You know what? You did something for yourselves that most people never will. Most people will never put this amount of energy into themselves. They’re so busy worrying about what they’re supposed to be doing, what everyone else expects them to do. But what’s so important is we take time to actually assess What do we want? What do we want to do? Where do we want to go? Most people will never give themselves the gift that you’ve given yourself this week.
I was here for that one, how to do my career, how to expand my job and how to, I don’t know, date, those things. And I wasn’t here for that thing. But that thing came up and it absolutely floored me, because that’s like next level.
I have to be the type of person that goes out there and keeps going for this because, fuck, I’m only here once. I got to go and do this. I got to be the kind of person who goes and does this, who goes after what I want, who goes and flirts and talks to people, and builds relationships, because I don’t want to be one of those people, regardless of whether it works out, I can’t be one of those people who at 90 years old, the badge of honor I wear is that I didn’t get rejected as much as other people. That can’t be my badge of honor in my old age, is that, I didn’t get my heart broken much.

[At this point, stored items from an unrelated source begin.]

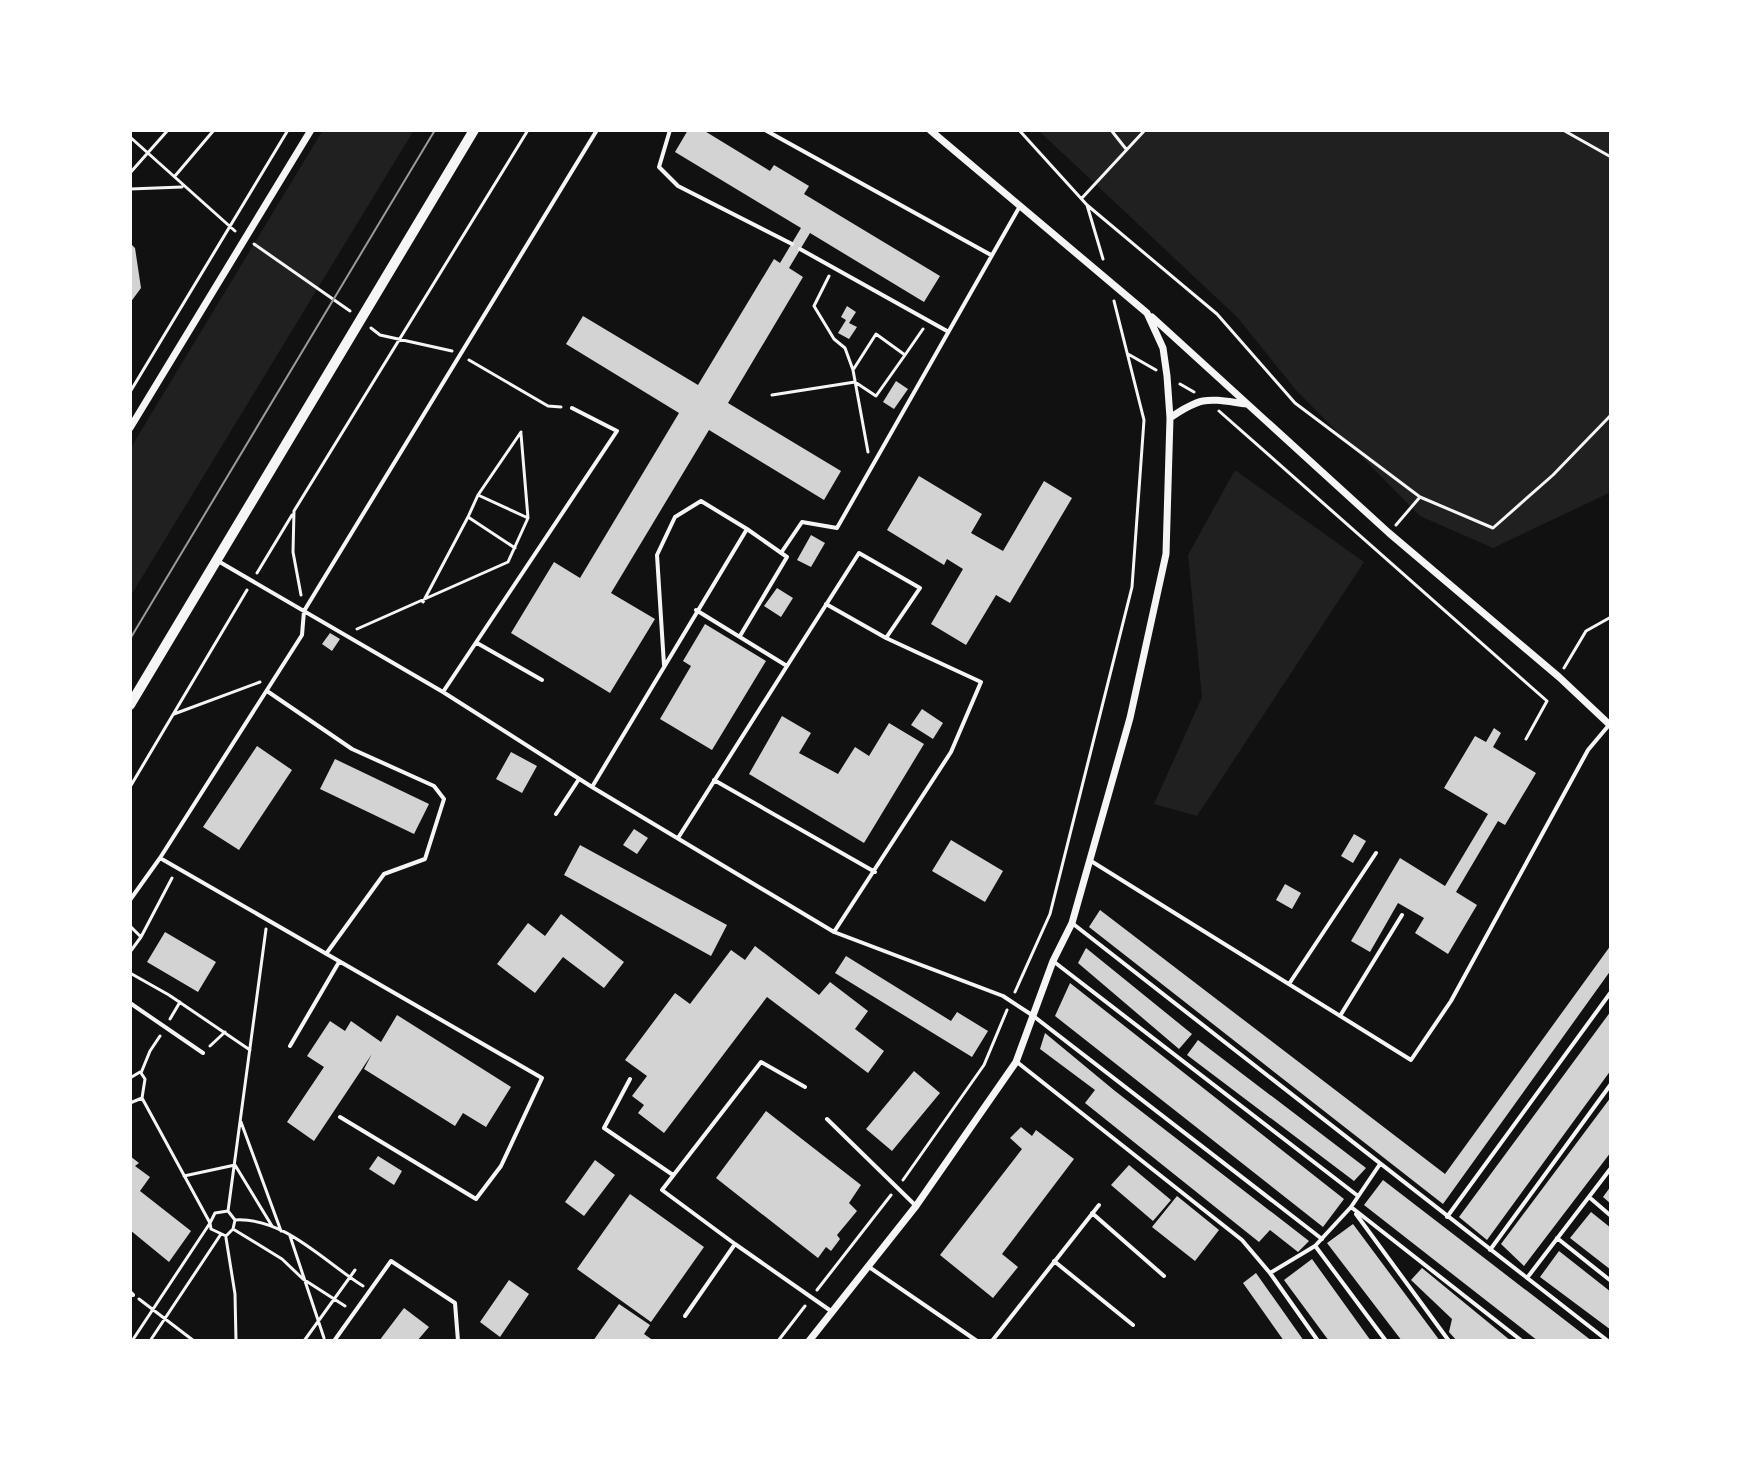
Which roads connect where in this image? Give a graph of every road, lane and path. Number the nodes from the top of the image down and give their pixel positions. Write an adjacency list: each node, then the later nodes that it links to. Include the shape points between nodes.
1 (168, 130): 17 (path)
2 (214, 130): 20 (path)
3 (288, 130): 26 (path)
4 (311, 130): 27 (street)
5 (474, 130): 34 (main road)
6 (528, 130): 37 (path)
7 (597, 130): 39 (lane)
8 (670, 130): 28 (lane, via 659,167 678,186)
9 (765, 130): 30 (lane)
10 (930, 130): 25 (street)
11 (1019, 130): 23 (path)
12 (1111, 130): 16 (path)
13 (1145, 130): 16 (path)
14 (1563, 130): 18 (path)
15 (130, 137): 17 (path)
16 (1127, 150): 23 (path)
17 (148, 154): 19 (path); 20 (path)
18 (1611, 157)
19 (130, 173)
20 (174, 177): 21 (path)
21 (185, 187): 22 (path); 26 (path)
22 (130, 189)
23 (1082, 198): 24 (path)
24 (1087, 205): 32 (path); 54 (path, via 1217,314 1295,403)
25 (1020, 206): 30 (lane); 32 (street)
26 (229, 227): 27 (path); 44 (path)
27 (246, 238): 34 (path); 51 (street)
28 (792, 244)
29 (800, 249): 31 (lane)
30 (991, 255): 36 (lane)
31 (832, 269): 35 (lane); 41 (path, via 814,306 845,348)
32 (1110, 281): 33 (street); 38 (path)
33 (1147, 313): 42 (street, via 1163,348); 47 (street)
34 (361, 320): 37 (path, via 380,335); 62 (main road)
35 (928, 321): 36 (lane); 40 (path)
36 (947, 331): 52 (lane)
37 (400, 339): 39 (path); 55 (path)
38 (1127, 353): 42 (path); 110 (path, via 1144,420 1132,587 1050,914)
39 (461, 354): 48 (path, via 548,406); 67 (lane)
40 (905, 355): 41 (path, via 876,334); 43 (path, via 876,396)
41 (853, 370): 43 (path)
42 (1167, 376): 46 (path); 50 (street)
43 (855, 382): 45 (path); 52 (path)
44 (130, 392)
45 (772, 395)
46 (1205, 399): 47 (street); 50 (street); 83 (path, via 1547,701)
47 (1249, 405): 59 (street)
48 (572, 408): 72 (lane, via 617,431)
49 (1611, 415): 54 (path, via 1493,528)
50 (1170, 418): 92 (street, via 1166,554 1130,718)
51 (130, 428)
52 (871, 468): 61 (lane, via 837,528 802,522)
53 (478, 495): 56 (path); 57 (path); 57 (path, via 521,432)
54 (1420, 497): 59 (path)
55 (294, 511): 63 (path); 67 (path, via 293,552)
56 (468, 517): 60 (path); 64 (path)
57 (528, 518): 60 (path)
58 (747, 529): 61 (lane); 66 (lane); 73 (lane, via 701,501 675,517 657,555)
59 (1389, 533): 76 (street)
60 (515, 548): 64 (path, via 508,562)
61 (781, 553): 70 (lane, via 787,557)
62 (216, 560): 63 (lane); 80 (main road)
63 (253, 580): 67 (lane); 81 (path)
64 (423, 602): 69 (path)
65 (826, 604): 71 (lane); 71 (lane, via 859,553 920,588); 74 (lane)
66 (696, 610): 70 (lane); 73 (lane)
67 (304, 611): 69 (lane); 75 (lane, via 302,635)
68 (1611, 617): 76 (path, via 1586,631)
69 (343, 635): 79 (lane)
70 (740, 636): 74 (lane)
71 (886, 638): 94 (lane, via 981,682 951,752)
72 (477, 643): 77 (lane); 79 (lane)
73 (664, 665): 87 (lane)
74 (787, 666): 85 (lane)
75 (276, 676): 78 (lane); 81 (path)
76 (1559, 677): 82 (street)
77 (542, 680)
78 (267, 691): 91 (lane); 103 (lane, via 352,749 434,786 444,799 425,859 384,874)
79 (443, 692): 84 (lane)
80 (130, 705)
81 (174, 714): 86 (path)
82 (1610, 725): 113 (lane, via 1588,750 1451,1001 1411,1060)
83 (1526, 739)
84 (579, 779): 87 (lane); 88 (lane)
85 (714, 780): 89 (lane); 94 (lane)
86 (130, 787)
87 (592, 787): 89 (lane)
88 (556, 814)
89 (677, 838): 100 (lane)
90 (1376, 853): 107 (lane)
91 (160, 858): 93 (lane); 95 (lane)
92 (1089, 859): 98 (street); 107 (lane)
93 (177, 868): 97 (lane); 101 (path)
94 (875, 872): 100 (lane)
95 (130, 900)
96 (1402, 915): 113 (lane)
97 (267, 918): 103 (lane); 117 (path)
98 (1072, 923): 104 (street); 130 (lane)
99 (130, 926): 101 (path)
100 (834, 932): 110 (lane)
101 (141, 937): 102 (path)
102 (130, 952)
103 (326, 954): 105 (lane)
104 (1053, 961): 112 (street); 136 (lane)
105 (339, 962): 116 (lane); 127 (lane, via 542,1078 501,1166 476,1199)
106 (130, 973): 109 (path)
107 (1289, 984): 113 (lane)
108 (1611, 992): 144 (lane)
109 (180, 1002): 114 (path); 115 (path)
110 (1011, 1002): 112 (lane); 135 (path, via 984,1065)
111 (130, 1003): 114 (lane)
112 (1032, 1015): 119 (street); 153 (lane)
113 (1340, 1016)
114 (165, 1027): 118 (lane); 120 (path)
115 (225, 1032): 117 (path); 118 (path)
116 (290, 1046)
117 (250, 1050): 129 (path)
118 (203, 1053)
119 (1016, 1062): 139 (street); 160 (lane, via 1242,1240)
120 (142, 1070): 121 (path); 125 (path)
121 (130, 1078)
122 (630, 1079): 133 (lane, via 604,1128)
123 (1611, 1084): 156 (lane)
124 (805, 1087): 133 (lane, via 761,1062)
125 (142, 1098): 126 (path); 134 (path)
126 (130, 1103)
127 (340, 1117)
128 (827, 1119): 135 (lane)
129 (240, 1121): 131 (path); 149 (path)
130 (1380, 1164): 136 (lane); 144 (lane)
131 (235, 1165): 134 (path); 141 (path); 147 (path)
132 (1611, 1168): 137 (lane)
133 (673, 1175): 154 (lane, via 662,1190)
134 (184, 1176): 146 (path)
135 (897, 1188): 139 (lane); 168 (path)
136 (1358, 1196): 140 (lane)
137 (1589, 1197): 143 (lane); 152 (lane)
138 (1099, 1205): 142 (lane)
139 (916, 1206): 158 (street)
140 (1351, 1207): 153 (lane); 191 (lane); 192 (lane)
141 (228, 1211): 145 (path); 146 (path, via 215,1213)
142 (1092, 1213): 157 (lane); 161 (lane)
143 (1611, 1216)
144 (1447, 1217): 156 (lane)
145 (235, 1220): 147 (path); 148 (path)
146 (210, 1223): 150 (path); 170 (path)
147 (272, 1227): 149 (path)
148 (233, 1229): 150 (path); 164 (path, via 282,1259)
149 (281, 1231): 151 (path)
150 (223, 1235): 174 (path); 180 (path, via 235,1294)
151 (290, 1236): 162 (path); 164 (path)
152 (1557, 1238): 163 (lane); 165 (lane)
153 (1322, 1239): 155 (lane)
154 (735, 1244): 168 (lane); 173 (lane)
155 (1315, 1246): 160 (lane); 190 (lane)
156 (1490, 1250): 163 (lane)
157 (1054, 1261): 176 (lane); 188 (lane)
158 (869, 1267): 172 (street); 187 (lane)
159 (355, 1270): 162 (path)
160 (1270, 1273): 189 (lane)
161 (1164, 1276)
162 (350, 1277): 166 (path); 169 (path)
163 (1527, 1278): 193 (lane)
164 (303, 1279): 169 (path); 175 (path)
165 (1611, 1281)
166 (371, 1290): 171 (lane); 184 (lane, via 391,1261 455,1303)
167 (131, 1294): 170 (path)
168 (812, 1298): 172 (lane); 185 (path)
169 (335, 1300): 171 (path); 175 (path)
170 (154, 1308): 174 (path); 177 (path)
171 (355, 1312): 183 (lane)
172 (833, 1312): 186 (street)
173 (685, 1316)
174 (165, 1318): 178 (path); 179 (path)
175 (318, 1322): 181 (path); 182 (path)
176 (1133, 1325)
177 (132, 1341)
178 (150, 1341)
179 (194, 1341)
180 (236, 1341)
181 (304, 1341)
182 (325, 1341)
183 (334, 1341)
184 (458, 1341)
185 (778, 1341)
186 (809, 1341)
187 (977, 1341)
188 (992, 1341)
189 (1318, 1341)
190 (1386, 1341)
191 (1449, 1341)
192 (1522, 1341)
193 (1608, 1341)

I’ve pushed love away an awful lot in my life. When nice guys have liked me, I’ve thought that they should be with a nice girl. And I’ve gravitated towards guys that aren’t particularly savory because I feel like I’m more deserving of them, or I don’t know, they’ll be able to cope. Not that I would ever tell them the truth, but somehow, if they’ve had a bit of a tarnished past, or whatever, that somehow we’re a better fit than me being with, I don’t know, whatever a nice guy is, but someone who hasn’t had anything like that in their life. And there have been very, very, very loving, very, very kind, very nice guys who have wanted to show me love and I have pushed it away to really quite a strong extent.
If there’s something that has haunted me for a long time, if there’s something I’ve held onto, if there’s something I’ve allowed to become suffering when it need have only been pain. The pain is inevitable, right, you’ve heard that quote. Pain is inevitable, suffering is a choice. Pain is inevitable, suffering is a choice. If there’s something that’s been done to me in the past, if there’s something I’ve been through, that I know I’ve allowed to haunt me, I’ve allowed to create suffering for me. I’ve allowed someone to reside in my mind for far too long, and I should have let that thing, I should’ve let that person go a long time ago. Not because it was nothing, not because I necessarily even have to forgive that person, but because they’re living in here rent-free.
There is no part of me now that looks back on anything that happened in my past with any sense of sorrow whatsoever. None. It’s like, yeah, it happened. It’s like watching it. I can say it with no attachment. Yeah, that happened, so fucking what! Like, so what? It doesn’t even matter because it doesn’t hurt now. It’s like, it’s just no longer relevant. I trust me now, I’m an adult. It’s the weirdest, weirdest feeling to just not carry any pain today. It’s mental. It’s genius.
And that’s it, that’s all I can say. My shoulders are down. I’m smiling. I’m looking at you. I’m aware that most of the time I’m looking down, or looking to the side, looking this… And I look like I’ve been electrocuted today. I don’t care. So, that’s it. Thank you very, very, very, very, very much.